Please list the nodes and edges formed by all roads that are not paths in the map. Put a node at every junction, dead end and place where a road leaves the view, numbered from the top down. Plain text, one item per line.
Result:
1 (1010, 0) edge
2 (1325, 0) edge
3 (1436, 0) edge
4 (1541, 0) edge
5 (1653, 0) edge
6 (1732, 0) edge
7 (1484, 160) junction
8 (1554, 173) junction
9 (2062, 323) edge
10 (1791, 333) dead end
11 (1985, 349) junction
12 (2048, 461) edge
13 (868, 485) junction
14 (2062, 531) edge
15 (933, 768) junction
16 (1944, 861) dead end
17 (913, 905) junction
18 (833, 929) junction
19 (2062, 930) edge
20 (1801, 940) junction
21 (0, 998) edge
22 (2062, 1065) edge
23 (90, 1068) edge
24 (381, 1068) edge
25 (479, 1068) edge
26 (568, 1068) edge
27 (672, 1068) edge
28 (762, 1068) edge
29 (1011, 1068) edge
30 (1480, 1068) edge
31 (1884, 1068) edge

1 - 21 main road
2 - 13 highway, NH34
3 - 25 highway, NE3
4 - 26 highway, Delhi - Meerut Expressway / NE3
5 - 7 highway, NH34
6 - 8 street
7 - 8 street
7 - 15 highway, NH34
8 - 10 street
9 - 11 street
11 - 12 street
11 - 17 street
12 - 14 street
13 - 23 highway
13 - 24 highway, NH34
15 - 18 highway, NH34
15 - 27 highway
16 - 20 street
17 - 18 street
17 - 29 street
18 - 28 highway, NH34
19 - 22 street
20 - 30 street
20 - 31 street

• WORK TASK
Would you write out the data exactly as it reads?

• RESPONSE AREA
Please list the nodes and edges formed by all roads that are not paths in the map. Put a node at every junction, dead end and place where a road leaves the view, numbered from the top down. Plain text, one item per line.
Result:
1 (1010, 0) edge
2 (1325, 0) edge
3 (1436, 0) edge
4 (1541, 0) edge
5 (1653, 0) edge
6 (1732, 0) edge
7 (1484, 160) junction
8 (1554, 173) junction
9 (2062, 323) edge
10 (1791, 333) dead end
11 (1985, 349) junction
12 (2048, 461) edge
13 (868, 485) junction
14 (2062, 531) edge
15 (933, 768) junction
16 (1944, 861) dead end
17 (913, 905) junction
18 (833, 929) junction
19 (2062, 930) edge
20 (1801, 940) junction
21 (0, 998) edge
22 (2062, 1065) edge
23 (90, 1068) edge
24 (381, 1068) edge
25 (479, 1068) edge
26 (568, 1068) edge
27 (672, 1068) edge
28 (762, 1068) edge
29 (1011, 1068) edge
30 (1480, 1068) edge
31 (1884, 1068) edge

1 - 21 main road
2 - 13 highway, NH34
3 - 25 highway, NE3
4 - 26 highway, Delhi - Meerut Expressway / NE3
5 - 7 highway, NH34
6 - 8 street
7 - 8 street
7 - 15 highway, NH34
8 - 10 street
9 - 11 street
11 - 12 street
11 - 17 street
12 - 14 street
13 - 23 highway
13 - 24 highway, NH34
15 - 18 highway, NH34
15 - 27 highway
16 - 20 street
17 - 18 street
17 - 29 street
18 - 28 highway, NH34
19 - 22 street
20 - 30 street
20 - 31 street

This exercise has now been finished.